Elle vise l’exportation de 15.000 mégawatts : L’Algérie se pose en pôle électrique régional
À l’occasion de l’inauguration de deux nouvelles centrales photovoltaïques dans le sud-est du pays, le ministre de l’Énergie a fixé lundi un cap inédit : faire de l’Algérie un exportateur net d’électricité à grande échelle, avec un objectif de 15.000 mégawatts destinés aux marchés africains et européens.
C’est dans la commune d’El Ghrous, wilaya de Biskra, que Mourad Adjal a prononcé lundi cette déclaration d’ambition, en marge de l’inauguration d’une centrale solaire de 200 mégawatts. Une deuxième installation, de même capacité, a été mise en service le même jour à Tendla, dans la wilaya d’El Meghaïer. Ensemble, ces deux unités portent à 400 mégawatts la puissance nouvellement injectée dans le réseau national. Le ministre a situé ces réalisations dans le cadre du programme présidentiel : elles «s’inscrivent dans le cadre de cette phase qui figure au programme du président de la République, M. Abdelmadjid Tebboune, en matière d’énergie».

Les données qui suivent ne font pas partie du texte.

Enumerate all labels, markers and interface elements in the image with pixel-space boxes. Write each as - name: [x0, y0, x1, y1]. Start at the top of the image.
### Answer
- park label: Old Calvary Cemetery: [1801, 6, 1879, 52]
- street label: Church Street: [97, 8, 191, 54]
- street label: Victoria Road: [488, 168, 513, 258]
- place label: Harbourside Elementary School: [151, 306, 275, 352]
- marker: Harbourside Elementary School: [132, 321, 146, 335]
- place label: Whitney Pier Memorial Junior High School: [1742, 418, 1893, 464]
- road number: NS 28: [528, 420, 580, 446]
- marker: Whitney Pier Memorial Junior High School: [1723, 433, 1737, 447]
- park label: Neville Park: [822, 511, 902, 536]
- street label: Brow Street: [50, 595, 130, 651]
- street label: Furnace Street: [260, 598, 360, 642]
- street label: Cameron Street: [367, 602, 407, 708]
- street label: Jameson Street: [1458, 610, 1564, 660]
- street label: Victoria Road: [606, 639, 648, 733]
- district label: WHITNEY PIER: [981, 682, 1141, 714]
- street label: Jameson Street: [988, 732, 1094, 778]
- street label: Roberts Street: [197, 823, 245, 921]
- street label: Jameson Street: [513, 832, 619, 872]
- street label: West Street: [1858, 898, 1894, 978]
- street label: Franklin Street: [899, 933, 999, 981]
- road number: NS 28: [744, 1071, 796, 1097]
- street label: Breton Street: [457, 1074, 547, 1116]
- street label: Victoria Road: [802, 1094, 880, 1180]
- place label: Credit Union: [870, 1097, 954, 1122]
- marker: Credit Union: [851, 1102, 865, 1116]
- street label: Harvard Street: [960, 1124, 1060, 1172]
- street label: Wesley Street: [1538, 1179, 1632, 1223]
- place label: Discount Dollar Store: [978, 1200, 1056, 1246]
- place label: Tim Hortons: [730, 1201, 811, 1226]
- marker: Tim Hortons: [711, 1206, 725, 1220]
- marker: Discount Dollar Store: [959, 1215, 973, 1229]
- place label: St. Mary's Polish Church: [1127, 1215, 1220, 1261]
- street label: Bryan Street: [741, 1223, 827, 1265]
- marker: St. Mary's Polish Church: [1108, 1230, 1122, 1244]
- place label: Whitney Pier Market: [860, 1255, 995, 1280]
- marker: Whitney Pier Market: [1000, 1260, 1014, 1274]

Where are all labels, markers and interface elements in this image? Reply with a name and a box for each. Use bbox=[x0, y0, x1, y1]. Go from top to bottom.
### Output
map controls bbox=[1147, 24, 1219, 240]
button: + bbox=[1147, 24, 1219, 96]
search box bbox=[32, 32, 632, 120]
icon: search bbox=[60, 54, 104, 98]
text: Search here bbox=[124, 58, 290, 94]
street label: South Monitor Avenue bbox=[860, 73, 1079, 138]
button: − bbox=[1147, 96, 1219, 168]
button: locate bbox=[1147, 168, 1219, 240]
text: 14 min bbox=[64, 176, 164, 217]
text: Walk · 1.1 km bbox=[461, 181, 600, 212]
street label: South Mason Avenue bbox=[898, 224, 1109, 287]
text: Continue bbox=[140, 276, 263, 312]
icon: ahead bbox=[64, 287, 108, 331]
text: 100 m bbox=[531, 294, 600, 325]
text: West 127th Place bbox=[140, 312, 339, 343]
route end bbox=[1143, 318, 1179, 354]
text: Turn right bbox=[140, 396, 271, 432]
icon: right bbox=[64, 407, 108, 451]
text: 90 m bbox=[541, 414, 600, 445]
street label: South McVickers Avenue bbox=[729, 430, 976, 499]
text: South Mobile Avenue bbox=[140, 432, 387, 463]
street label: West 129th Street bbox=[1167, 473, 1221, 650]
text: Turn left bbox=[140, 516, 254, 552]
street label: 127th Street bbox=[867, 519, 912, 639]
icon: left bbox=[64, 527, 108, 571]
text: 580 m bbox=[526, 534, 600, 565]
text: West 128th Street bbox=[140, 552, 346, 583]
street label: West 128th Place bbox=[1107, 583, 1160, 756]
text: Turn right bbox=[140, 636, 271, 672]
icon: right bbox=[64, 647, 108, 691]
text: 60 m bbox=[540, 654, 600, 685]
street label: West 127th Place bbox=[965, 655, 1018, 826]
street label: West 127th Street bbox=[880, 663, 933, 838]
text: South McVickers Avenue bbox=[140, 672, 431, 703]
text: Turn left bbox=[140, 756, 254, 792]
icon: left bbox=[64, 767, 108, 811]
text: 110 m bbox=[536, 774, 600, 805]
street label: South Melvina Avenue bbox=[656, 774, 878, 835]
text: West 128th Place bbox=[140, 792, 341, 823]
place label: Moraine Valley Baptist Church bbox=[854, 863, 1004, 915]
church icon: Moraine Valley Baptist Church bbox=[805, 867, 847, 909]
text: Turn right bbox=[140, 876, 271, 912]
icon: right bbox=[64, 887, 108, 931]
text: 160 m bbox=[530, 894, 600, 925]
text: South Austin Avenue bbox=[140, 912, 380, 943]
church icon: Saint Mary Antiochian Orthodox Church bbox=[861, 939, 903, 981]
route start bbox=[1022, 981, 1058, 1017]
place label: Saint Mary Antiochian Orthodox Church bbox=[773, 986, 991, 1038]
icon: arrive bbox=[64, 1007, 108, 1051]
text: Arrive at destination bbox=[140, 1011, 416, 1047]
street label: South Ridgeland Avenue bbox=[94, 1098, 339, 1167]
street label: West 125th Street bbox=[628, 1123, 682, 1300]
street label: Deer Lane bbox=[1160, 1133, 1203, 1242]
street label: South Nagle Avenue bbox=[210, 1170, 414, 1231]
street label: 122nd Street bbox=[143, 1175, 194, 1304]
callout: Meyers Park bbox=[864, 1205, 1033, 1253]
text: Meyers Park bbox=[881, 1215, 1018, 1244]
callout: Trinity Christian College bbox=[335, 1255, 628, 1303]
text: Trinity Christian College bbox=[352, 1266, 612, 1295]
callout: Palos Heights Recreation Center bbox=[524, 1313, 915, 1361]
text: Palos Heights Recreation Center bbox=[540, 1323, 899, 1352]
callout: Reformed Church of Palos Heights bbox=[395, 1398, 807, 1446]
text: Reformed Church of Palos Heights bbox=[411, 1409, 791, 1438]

L’Algérie, a affirmé Adjal, est «devenue un pôle important dans le domaine de l’énergie sur le continent africain» et «est aujourd’hui en mesure d’exporter de grandes quantités d’électricité». L’objectif à long terme est explicite : dépasser les 15.000 mégawatts exportés. La première phase du programme, «lancée effectivement il y a deux ans», vise une production de 3.200 mégawatts — dont les centrales inaugurées ce lundi constituent une tranche. Pour acheminer cette électricité vers les marchés extérieurs, l’Algérie travaille sur les infrastructures de transport. Le ministre a indiqué que le pays «s’active avec des partenaires en Afrique et en Europe pour la réalisation d’un câble sous-marin permettant d’exporter d’importantes quantités de cette énergie». Le projet de câble électrique sous-marin vers l’Europe — dont la ligne Nigeria-Niger-Algérie-Europe dite TRANSCAP, et le corridor Algérie-Italie Elmed, représentent les axes structurants — s’inscrit dans une dynamique régionale plus large, où l’Algérie cherche à valoriser son excédent de production solaire au-delà de ses frontières.
L’argumentaire du ministre ne se limite pas au seul volet exportation. Adjal a défendu l’intérêt multidimensionnel de ces centrales : elles constituent, selon lui, «un atout majeur dès lors qu’elles renforcent le réseau électrique national, contribuent à la production d’une énergie verte exportable, réduisent les émissions de dioxyde de carbone, limitent l’utilisation des combustibles fossiles et permettent de dégager d’importantes quantités de gaz qui seront destinées à l’exportation». L’équation est donc double : produire de l’électricité verte pour l’exporter, et libérer du gaz naturel — jusqu’ici mobilisé pour la production d’électricité domestique — afin de l’orienter vers les marchés internationaux.
Sur le plan de la couverture nationale, Biskra illustre les progrès enregistrés. Le taux d’électrification de la wilaya atteint près de 90 %, contre une moyenne nationale estimée à 75 %. Plus de 13.000 exploitations agricoles sur 16.000 sont raccordées au réseau. La wilaya dispose d’une capacité installée supérieure à 1.280 mégavolt-ampères, dont «seulement 51 % sont exploités», ce qui traduit, aux yeux du ministre, «l’autosuffisance énergétique de la wilaya». Sonelgaz poursuit ses travaux de renforcement des réseaux en coordination avec les autorités locales.